## [AIM OF THE TASK]
Look through the data that follows and say how many of its lines contain "Park", giving the number only.

## [EXCERPTED RECORDS]
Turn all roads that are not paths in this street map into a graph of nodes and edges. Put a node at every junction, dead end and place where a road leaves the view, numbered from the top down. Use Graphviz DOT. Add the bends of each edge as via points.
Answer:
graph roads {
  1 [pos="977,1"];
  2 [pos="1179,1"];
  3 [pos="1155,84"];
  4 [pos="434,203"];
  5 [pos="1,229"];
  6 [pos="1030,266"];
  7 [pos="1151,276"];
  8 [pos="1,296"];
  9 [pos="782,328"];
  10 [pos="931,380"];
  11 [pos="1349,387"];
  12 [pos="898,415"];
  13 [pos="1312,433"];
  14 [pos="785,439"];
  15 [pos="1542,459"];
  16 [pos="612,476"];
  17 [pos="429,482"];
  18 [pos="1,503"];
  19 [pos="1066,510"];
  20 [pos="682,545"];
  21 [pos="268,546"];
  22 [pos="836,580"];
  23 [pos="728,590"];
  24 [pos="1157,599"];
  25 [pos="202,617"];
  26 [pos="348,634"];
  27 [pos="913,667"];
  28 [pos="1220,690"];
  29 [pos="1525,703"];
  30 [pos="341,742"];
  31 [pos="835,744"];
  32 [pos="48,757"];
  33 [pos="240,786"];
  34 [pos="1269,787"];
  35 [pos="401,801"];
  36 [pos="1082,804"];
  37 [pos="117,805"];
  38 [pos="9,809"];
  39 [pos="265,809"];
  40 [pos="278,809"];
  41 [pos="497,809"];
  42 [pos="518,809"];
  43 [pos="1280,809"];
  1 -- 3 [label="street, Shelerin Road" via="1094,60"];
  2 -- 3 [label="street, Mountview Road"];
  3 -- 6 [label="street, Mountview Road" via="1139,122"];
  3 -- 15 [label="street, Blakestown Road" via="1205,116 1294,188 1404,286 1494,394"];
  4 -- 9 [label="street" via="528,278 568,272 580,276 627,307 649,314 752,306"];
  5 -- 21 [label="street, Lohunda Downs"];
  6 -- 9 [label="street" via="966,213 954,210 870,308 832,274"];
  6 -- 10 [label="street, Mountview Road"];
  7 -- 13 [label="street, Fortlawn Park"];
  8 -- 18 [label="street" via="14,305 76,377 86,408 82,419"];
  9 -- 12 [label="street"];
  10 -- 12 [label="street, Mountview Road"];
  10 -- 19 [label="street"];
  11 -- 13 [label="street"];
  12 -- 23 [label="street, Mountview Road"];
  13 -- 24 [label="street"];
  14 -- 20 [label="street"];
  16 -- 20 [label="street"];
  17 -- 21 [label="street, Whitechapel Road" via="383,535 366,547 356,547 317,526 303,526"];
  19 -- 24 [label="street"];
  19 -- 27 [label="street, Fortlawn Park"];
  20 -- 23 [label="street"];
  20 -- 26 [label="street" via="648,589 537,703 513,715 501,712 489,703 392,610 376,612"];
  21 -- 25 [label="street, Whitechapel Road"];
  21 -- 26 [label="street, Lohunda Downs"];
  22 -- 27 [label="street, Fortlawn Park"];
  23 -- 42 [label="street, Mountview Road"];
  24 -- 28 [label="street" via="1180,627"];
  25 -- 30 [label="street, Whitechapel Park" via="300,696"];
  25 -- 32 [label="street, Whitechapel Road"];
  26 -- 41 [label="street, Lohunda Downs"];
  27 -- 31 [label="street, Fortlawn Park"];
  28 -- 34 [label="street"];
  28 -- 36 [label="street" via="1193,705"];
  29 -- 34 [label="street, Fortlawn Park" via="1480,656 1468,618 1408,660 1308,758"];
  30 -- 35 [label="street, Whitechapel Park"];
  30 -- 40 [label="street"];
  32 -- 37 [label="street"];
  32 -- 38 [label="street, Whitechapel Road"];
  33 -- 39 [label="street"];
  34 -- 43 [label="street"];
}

## [WORKED SOLUTION]
7